WHAT TO PRODUCE:
Search the listing for the string "Brownley". Copy every line that has it.

------------------------------

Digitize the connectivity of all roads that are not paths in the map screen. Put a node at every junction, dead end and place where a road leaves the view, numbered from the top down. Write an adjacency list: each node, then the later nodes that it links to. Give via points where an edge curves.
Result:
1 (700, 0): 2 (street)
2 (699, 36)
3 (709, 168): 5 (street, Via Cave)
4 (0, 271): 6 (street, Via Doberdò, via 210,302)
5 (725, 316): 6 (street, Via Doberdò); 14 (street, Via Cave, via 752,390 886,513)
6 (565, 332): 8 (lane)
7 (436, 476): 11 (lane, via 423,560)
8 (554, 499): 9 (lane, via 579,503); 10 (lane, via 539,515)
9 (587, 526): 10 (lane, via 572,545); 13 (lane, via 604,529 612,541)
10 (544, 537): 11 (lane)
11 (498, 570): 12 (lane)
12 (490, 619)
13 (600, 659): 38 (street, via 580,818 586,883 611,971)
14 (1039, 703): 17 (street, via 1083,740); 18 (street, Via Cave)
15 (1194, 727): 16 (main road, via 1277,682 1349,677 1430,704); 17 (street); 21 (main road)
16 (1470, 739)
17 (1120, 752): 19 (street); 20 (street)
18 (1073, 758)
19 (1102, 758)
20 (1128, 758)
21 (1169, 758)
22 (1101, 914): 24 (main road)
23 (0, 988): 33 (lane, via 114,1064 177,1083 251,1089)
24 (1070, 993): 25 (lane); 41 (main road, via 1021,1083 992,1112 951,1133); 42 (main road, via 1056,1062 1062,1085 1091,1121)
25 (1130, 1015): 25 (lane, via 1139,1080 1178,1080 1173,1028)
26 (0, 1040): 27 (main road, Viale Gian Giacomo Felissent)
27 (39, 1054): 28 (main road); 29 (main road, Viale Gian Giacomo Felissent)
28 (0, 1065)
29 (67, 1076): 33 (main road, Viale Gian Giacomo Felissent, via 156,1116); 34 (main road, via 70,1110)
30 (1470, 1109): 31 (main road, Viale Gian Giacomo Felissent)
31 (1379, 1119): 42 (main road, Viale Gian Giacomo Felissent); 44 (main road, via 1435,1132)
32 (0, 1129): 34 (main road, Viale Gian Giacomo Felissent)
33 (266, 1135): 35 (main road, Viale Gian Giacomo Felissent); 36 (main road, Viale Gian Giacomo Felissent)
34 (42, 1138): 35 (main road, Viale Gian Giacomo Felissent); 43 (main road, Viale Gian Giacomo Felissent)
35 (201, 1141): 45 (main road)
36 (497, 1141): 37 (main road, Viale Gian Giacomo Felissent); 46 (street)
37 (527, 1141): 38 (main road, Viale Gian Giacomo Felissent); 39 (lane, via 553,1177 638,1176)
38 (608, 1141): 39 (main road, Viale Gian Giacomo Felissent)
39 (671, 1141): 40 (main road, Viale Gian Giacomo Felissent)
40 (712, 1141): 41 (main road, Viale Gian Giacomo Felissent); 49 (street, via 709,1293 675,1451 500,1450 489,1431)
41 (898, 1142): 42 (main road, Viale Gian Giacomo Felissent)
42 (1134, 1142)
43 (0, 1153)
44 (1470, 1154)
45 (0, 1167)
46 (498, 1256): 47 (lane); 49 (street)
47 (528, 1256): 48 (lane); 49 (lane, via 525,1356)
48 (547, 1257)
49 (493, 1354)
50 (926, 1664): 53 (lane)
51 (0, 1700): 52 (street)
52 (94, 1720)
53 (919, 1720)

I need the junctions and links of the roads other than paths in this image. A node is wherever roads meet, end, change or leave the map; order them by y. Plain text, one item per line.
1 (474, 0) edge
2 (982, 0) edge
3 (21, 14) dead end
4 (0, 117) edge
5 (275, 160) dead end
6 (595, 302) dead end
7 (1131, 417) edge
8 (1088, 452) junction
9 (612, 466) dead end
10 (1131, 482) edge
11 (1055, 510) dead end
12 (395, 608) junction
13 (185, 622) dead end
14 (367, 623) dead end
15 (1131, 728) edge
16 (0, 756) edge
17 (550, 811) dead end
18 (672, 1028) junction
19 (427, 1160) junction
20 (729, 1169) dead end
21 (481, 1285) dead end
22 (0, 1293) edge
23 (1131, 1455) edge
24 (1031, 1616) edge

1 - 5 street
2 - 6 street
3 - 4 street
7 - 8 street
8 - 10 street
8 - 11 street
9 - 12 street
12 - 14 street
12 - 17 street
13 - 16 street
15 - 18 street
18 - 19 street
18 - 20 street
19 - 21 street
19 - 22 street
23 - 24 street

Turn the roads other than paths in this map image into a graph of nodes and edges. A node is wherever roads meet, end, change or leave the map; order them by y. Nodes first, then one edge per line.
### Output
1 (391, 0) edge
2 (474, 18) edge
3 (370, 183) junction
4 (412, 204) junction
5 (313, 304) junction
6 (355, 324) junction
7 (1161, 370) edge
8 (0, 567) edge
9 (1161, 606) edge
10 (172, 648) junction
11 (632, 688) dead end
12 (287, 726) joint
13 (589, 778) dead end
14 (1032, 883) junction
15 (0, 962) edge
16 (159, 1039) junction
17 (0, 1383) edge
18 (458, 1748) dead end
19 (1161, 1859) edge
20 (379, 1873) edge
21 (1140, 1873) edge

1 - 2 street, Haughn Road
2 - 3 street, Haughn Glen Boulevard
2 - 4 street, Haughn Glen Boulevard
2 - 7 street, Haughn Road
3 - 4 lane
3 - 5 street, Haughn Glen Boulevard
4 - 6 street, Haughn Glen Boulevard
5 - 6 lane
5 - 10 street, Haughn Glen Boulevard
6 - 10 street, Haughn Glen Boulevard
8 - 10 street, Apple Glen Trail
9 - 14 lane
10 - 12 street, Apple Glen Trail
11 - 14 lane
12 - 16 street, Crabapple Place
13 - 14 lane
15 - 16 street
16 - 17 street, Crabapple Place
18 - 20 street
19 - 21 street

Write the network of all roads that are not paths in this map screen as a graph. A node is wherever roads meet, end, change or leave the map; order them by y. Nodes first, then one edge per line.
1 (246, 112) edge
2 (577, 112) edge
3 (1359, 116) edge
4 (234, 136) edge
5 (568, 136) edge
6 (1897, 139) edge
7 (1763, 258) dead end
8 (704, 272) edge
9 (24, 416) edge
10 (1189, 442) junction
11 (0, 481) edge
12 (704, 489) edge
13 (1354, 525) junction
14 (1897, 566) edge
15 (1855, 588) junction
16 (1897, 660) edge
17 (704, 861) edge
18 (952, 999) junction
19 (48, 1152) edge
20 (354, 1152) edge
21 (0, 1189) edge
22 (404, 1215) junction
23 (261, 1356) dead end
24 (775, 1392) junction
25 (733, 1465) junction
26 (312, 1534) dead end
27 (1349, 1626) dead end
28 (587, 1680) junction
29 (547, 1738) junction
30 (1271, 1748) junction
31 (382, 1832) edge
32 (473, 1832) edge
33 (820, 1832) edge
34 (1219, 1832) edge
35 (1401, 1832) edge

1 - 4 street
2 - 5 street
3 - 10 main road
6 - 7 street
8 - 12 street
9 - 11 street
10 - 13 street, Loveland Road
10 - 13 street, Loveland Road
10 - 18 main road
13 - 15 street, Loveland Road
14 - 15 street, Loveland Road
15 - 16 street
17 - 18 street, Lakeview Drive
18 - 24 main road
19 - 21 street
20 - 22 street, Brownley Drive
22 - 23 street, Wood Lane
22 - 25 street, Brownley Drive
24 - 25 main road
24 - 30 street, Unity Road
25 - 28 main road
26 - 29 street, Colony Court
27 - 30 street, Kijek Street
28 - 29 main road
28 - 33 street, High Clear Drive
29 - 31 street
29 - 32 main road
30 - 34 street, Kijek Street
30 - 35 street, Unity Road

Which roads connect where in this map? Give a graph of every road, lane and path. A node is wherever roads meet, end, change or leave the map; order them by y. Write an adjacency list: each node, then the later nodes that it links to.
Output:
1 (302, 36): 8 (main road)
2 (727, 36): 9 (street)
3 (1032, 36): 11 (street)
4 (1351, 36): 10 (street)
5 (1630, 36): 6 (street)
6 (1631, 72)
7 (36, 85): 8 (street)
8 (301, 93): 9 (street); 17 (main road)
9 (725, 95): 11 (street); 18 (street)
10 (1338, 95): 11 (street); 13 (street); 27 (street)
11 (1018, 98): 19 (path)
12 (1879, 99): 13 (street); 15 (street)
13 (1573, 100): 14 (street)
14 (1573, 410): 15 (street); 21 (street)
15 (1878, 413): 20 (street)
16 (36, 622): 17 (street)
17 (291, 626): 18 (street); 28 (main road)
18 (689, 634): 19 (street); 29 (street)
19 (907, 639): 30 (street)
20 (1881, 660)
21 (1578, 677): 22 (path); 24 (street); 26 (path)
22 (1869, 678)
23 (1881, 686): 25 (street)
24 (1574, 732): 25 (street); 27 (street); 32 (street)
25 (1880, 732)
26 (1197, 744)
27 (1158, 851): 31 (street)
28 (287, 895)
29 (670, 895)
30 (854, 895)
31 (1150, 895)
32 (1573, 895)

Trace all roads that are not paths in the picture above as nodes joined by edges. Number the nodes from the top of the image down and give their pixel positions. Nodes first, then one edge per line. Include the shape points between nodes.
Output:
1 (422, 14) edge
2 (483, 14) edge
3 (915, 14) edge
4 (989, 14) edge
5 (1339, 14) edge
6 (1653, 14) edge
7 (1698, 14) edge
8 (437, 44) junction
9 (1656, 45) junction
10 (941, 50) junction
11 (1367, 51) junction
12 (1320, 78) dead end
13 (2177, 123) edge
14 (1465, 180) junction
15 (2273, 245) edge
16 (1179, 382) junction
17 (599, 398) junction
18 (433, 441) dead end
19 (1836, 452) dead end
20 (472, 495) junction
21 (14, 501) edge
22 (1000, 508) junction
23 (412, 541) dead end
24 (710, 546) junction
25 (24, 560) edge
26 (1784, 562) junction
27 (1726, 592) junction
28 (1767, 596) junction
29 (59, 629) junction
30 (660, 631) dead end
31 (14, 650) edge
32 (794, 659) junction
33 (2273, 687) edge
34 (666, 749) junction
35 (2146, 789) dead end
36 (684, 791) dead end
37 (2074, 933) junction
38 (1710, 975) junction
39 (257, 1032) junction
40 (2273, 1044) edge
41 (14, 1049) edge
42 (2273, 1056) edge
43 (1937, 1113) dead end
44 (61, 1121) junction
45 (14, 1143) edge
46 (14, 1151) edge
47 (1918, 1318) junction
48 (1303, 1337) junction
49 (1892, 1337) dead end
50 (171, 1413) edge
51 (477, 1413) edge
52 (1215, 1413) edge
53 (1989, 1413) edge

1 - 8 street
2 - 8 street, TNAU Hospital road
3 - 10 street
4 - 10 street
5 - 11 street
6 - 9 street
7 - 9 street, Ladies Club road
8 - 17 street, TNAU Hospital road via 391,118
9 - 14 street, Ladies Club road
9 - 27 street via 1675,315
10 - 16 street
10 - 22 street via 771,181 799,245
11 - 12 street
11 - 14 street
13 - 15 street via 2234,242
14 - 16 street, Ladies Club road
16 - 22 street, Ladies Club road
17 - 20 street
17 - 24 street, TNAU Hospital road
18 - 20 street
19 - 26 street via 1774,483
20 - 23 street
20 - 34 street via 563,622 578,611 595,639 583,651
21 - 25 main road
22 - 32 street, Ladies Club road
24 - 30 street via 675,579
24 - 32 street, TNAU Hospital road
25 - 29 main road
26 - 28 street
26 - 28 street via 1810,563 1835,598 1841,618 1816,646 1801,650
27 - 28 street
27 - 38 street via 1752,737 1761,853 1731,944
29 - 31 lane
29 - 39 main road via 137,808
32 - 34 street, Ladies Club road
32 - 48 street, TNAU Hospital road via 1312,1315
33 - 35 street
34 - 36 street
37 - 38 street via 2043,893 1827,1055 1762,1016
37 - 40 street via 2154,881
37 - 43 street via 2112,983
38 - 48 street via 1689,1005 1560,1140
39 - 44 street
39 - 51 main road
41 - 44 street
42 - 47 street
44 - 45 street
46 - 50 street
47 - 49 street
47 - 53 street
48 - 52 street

------------------------------

ANSWER TO THE EXERCISE:
20 - 22 street, Brownley Drive
22 - 25 street, Brownley Drive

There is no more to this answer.